The DNR, which owns the dam, also conducted two studies concerning its repair or replacement since 2000, and has long ranked it at or near the top of its dam funding priorities list. Yet little else was done for the dam in the years that followed, save for maintenance work performed on its mechanical gates.
Local officials, meanwhile, have "been waiting for DNR to do something, and it kind of keeps getting kicked down the road," Kittson County Commissioner and farmer Theresia Gillie said. And until recently, their efforts to raise support for its rehabilitation failed to gain favor with the Minnesota Legislature, which normally approves funding for major DNR projects through bonding.
Costs ballooned all the while and, because a state agency owns the dam, the state is on the hook for all of it.
Now funding for the project, a top priority of the DNR's since 2018, is once again being held up as a result of the legislative stalemate. The squabble also leaves the less expensive Pelican Rapids project in limbo.
Nestled in the heart of Pelican Rapids, a city of 2,400 in west-central Minnesota, the aging dam could also put human life in danger if it were to fail, though city administrator Don Solga said that is unlikely to happen any time soon.
"There’s no potential for the dam wall collapsing. That’s not even an issue because of the way it’s constructed," he said in a recent interview.
But Solga said the dam, first built for recreational purposes, does restrict the movement of some 15 species of fish, preventing them from traveling upstream. Their movement could be restored by removing it and several other nearby dams entirely.

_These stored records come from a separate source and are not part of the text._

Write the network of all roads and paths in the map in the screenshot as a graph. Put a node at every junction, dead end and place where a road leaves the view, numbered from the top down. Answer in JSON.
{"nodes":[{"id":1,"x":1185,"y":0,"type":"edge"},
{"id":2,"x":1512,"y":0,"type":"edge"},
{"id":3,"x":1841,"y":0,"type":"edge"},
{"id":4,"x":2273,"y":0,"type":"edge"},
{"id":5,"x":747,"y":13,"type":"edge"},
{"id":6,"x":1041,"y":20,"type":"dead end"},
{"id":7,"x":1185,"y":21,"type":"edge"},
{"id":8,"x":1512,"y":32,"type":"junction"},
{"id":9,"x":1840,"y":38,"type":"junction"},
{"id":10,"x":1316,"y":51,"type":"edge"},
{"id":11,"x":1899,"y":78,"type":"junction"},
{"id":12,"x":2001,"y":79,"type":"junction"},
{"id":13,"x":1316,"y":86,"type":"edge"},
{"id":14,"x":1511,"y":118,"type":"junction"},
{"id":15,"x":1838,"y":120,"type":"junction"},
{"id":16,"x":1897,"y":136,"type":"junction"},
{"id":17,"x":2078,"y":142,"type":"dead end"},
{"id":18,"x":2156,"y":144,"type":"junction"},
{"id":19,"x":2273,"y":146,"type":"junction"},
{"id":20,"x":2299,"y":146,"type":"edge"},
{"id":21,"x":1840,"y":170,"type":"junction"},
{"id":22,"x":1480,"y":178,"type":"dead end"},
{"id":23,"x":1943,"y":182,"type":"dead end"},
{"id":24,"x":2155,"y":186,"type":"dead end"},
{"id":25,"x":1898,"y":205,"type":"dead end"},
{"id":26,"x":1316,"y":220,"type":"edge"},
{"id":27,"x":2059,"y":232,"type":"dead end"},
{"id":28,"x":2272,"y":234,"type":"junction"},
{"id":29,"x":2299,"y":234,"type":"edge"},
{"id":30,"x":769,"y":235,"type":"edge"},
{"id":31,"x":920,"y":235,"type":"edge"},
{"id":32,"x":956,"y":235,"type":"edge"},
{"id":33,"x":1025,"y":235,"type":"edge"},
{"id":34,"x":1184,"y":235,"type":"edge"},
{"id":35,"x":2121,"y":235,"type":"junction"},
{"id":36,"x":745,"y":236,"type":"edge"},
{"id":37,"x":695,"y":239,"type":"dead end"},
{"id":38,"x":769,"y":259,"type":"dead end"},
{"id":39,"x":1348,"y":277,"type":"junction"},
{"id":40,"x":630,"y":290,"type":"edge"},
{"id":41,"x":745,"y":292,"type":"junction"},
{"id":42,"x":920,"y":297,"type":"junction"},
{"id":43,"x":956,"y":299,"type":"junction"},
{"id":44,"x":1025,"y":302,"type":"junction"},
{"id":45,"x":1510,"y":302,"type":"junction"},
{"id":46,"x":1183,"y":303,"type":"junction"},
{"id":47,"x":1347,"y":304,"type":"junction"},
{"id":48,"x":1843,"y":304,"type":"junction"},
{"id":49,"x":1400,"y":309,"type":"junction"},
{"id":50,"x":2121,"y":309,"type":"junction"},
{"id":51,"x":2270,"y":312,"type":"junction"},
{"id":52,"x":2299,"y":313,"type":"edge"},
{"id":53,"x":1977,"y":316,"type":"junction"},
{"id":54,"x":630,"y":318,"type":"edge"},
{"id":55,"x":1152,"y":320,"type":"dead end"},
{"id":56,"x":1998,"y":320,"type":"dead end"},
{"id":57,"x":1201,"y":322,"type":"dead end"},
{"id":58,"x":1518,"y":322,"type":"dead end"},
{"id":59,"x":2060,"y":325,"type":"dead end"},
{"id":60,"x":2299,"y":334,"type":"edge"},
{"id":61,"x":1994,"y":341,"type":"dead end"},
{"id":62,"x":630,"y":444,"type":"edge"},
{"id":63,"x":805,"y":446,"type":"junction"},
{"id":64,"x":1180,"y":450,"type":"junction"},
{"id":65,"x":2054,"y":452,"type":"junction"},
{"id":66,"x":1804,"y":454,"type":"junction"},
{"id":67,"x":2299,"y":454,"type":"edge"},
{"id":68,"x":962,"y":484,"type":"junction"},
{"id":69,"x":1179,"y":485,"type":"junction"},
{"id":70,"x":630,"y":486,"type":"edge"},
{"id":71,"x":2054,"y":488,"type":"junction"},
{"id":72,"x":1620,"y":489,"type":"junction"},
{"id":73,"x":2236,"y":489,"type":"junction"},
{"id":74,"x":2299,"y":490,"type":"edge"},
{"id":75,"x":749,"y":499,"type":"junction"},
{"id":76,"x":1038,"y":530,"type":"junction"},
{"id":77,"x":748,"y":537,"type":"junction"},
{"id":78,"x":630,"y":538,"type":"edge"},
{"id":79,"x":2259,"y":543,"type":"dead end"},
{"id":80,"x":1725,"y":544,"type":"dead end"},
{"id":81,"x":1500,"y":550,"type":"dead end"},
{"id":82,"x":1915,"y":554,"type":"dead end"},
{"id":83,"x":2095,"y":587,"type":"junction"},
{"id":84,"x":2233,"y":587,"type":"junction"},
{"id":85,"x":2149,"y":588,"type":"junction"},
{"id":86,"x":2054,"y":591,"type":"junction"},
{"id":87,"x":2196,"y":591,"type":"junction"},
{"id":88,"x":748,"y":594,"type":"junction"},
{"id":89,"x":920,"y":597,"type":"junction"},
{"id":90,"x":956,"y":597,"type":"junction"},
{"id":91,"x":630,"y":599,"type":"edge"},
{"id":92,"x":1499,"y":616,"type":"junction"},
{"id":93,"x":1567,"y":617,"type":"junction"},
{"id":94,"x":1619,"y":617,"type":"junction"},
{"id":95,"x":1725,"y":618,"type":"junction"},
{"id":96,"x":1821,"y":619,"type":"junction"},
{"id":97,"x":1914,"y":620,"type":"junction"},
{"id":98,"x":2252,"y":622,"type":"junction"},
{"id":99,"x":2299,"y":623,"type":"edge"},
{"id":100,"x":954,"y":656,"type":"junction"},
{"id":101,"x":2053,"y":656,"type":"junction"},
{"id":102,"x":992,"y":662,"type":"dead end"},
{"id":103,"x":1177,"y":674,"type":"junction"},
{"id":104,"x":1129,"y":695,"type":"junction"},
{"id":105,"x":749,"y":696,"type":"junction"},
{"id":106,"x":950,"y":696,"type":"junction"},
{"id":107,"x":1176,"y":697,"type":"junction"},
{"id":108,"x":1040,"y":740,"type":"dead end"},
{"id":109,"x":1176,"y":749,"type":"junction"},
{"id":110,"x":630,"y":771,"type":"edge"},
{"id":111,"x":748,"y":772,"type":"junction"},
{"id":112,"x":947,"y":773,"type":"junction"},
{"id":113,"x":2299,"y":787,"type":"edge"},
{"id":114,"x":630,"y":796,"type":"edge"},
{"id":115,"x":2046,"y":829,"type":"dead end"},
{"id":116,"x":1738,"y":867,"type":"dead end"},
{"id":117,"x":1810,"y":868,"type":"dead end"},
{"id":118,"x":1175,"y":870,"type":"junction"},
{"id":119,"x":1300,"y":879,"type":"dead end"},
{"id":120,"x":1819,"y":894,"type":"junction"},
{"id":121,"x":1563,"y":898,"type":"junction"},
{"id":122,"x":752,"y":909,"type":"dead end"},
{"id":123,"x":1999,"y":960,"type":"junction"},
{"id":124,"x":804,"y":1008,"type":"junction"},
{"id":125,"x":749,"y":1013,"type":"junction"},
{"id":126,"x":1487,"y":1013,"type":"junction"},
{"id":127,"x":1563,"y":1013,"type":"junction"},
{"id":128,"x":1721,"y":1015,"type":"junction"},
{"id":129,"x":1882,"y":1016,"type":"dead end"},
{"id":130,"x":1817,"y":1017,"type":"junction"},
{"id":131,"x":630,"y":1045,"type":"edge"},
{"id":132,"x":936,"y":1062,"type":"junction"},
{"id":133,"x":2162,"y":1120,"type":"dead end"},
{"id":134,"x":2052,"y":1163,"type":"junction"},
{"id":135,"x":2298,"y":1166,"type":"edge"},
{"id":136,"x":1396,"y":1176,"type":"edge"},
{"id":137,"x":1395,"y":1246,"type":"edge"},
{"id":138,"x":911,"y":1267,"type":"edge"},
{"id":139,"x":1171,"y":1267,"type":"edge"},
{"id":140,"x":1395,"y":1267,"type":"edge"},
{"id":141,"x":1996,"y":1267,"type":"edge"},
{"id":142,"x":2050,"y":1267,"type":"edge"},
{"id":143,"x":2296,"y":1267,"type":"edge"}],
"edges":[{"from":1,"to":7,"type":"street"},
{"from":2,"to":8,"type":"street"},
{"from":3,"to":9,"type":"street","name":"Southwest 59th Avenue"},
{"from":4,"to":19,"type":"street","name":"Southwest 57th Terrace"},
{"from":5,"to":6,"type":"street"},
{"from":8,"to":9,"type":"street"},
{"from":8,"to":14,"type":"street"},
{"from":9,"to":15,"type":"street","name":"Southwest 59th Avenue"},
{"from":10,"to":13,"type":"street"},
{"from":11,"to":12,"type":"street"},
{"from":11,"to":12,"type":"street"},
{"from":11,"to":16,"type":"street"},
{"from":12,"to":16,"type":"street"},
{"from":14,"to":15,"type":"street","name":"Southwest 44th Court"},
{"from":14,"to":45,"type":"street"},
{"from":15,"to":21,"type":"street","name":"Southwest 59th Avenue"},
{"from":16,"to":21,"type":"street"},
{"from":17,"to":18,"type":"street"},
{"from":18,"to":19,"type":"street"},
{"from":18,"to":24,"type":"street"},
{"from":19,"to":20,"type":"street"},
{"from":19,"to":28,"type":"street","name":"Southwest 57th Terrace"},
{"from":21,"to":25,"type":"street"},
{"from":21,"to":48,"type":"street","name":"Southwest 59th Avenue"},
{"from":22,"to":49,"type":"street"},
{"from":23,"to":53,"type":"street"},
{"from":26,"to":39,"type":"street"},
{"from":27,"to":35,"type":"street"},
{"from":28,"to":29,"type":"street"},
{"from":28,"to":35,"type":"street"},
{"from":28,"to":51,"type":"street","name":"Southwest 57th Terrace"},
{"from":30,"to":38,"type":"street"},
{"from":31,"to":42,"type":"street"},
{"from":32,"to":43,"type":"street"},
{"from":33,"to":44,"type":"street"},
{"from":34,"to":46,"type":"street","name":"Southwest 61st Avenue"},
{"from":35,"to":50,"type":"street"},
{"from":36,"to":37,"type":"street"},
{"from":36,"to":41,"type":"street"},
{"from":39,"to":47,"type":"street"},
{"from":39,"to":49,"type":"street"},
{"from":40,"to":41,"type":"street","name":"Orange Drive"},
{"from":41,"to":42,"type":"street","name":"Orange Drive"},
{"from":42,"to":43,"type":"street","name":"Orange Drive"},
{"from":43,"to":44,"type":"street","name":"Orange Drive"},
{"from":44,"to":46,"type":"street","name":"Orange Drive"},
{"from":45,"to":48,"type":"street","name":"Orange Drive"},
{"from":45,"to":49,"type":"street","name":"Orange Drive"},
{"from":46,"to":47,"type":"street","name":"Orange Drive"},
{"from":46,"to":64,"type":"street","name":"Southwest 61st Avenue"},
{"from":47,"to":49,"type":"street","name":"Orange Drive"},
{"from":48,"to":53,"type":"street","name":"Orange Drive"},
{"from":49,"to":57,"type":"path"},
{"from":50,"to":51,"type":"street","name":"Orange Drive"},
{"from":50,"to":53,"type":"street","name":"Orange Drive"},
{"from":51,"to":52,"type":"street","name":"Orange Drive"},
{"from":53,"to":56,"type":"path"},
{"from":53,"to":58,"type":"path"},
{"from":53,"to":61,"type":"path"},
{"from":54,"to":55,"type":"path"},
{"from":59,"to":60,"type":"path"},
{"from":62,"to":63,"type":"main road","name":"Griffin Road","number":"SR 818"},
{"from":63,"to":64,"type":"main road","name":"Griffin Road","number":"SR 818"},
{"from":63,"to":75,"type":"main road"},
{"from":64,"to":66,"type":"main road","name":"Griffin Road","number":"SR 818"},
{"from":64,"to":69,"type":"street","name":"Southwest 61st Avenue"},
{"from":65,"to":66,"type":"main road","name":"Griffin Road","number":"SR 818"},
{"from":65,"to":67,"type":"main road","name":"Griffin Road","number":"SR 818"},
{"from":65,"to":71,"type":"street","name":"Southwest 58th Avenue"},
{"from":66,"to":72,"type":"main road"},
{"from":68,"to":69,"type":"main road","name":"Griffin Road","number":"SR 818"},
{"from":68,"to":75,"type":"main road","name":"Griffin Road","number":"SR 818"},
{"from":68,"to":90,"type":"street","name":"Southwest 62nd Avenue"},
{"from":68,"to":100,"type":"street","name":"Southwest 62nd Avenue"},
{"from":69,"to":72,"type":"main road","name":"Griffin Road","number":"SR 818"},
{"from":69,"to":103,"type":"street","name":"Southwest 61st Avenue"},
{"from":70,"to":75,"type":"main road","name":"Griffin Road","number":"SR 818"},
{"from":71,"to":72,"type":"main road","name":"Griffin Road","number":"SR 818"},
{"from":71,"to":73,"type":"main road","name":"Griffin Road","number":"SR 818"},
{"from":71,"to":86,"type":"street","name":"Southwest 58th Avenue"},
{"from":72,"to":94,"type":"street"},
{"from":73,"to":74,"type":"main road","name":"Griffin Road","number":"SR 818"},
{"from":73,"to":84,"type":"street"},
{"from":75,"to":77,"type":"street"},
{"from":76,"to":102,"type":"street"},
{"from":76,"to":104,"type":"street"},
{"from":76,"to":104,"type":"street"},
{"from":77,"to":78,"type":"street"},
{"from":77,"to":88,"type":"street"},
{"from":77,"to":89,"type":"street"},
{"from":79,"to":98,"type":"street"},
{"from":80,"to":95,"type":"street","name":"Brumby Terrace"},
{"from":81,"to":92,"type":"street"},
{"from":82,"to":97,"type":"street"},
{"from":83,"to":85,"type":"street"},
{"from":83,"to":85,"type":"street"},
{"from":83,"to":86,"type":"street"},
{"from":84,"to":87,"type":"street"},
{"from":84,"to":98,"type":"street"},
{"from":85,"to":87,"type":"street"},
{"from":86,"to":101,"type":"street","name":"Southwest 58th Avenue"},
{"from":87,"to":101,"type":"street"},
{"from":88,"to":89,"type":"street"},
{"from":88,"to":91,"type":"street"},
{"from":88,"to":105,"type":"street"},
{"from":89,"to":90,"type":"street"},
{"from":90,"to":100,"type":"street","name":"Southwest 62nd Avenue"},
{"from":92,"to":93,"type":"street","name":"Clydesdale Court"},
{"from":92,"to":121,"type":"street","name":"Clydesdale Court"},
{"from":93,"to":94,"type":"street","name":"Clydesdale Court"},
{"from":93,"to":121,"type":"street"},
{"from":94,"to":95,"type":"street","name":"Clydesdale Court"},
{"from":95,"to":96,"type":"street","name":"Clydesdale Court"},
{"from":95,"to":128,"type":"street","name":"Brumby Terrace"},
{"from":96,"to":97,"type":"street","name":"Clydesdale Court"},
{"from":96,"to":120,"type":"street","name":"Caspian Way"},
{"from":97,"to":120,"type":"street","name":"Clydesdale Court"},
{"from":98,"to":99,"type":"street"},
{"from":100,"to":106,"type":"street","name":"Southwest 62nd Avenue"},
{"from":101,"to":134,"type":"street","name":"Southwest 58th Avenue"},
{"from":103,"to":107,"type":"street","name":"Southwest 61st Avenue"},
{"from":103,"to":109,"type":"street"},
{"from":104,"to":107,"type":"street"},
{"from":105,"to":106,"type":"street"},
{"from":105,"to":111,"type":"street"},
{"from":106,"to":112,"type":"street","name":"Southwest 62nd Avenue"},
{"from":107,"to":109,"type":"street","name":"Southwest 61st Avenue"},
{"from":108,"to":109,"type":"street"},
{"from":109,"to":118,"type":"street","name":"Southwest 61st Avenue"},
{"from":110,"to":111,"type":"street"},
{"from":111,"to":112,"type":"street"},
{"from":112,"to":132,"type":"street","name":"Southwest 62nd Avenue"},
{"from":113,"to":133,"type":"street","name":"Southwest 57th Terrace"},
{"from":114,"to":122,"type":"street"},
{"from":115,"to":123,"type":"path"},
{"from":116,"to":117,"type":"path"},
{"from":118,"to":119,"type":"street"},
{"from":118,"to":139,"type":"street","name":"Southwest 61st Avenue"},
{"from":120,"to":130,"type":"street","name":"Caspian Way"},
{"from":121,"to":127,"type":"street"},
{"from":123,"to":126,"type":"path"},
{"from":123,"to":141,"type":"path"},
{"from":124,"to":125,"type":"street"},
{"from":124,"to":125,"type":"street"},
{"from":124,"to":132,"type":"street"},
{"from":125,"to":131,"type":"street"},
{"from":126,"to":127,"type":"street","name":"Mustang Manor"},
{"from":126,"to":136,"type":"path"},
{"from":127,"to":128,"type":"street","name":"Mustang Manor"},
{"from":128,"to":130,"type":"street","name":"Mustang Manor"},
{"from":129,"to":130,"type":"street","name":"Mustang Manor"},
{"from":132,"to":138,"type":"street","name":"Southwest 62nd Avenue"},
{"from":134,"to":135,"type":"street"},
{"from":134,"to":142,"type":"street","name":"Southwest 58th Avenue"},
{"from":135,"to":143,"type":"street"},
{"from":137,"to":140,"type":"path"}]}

While the cost of repairing a community-owned dam like the one in Pelican Rapids would usually be the city's to bear, the DNR has already agreed to cover all of the estimated $1 million needed to remove it pending the bonding bill's approval. Counties and municipalities ordinarily have to share 50% of project costs in order to receive state funding, though that requirement can be waived.
Such was the case not only for the Pelican Rapids dam but also for the city-owned hydroelectric dam in Lanesboro, whose $4 million-repair the state agreed in 2018 to pick up in its entirety. Dams that pose more immediate risks to life and property — like Lanesboro's, which is located in the middle of the southeast Minnesota city — are typically repaired before ones that do not.
And while states tend to prioritize dam safety projects by their level of hazard potential, the size and cost of a project can also affect its viability. Still, officials have differing views as to why project funding for the Lake Bronson dam — one that local communities have no jurisdiction over despite its risk to their safety — was not approved sooner, when repairs would have been less extensive and less costly.
"It’s a part of the process that we deal with," Fabian, R-Roseau, said. "I’d like to say that there’s a tree outside of the capitol that has all kinds of money on it. But the fact of the matter is there isn’t. And if there was at one time, we found out that tree is a deciduous tree and not a coniferous tree, and the leaves have fallen."
Fabian said that, this year, however, lawmakers plan to ensure that the Lake Bronson project is funded by explicitly naming it in the bonding bill's statutory language. But Boyle, the DNR's state dam safety engineer, said that even when funding for the project is approved it will still take several years to complete.
Bengtson, the former Kittson County engineer, suspects that the region's comparatively small population may partly explain the years-long wait for funding. Gillie shares that view, though she is still hopeful that the funding will come through.
"I know we’re a low population county, but that doesn’t mean that we’re not important to this state," she said.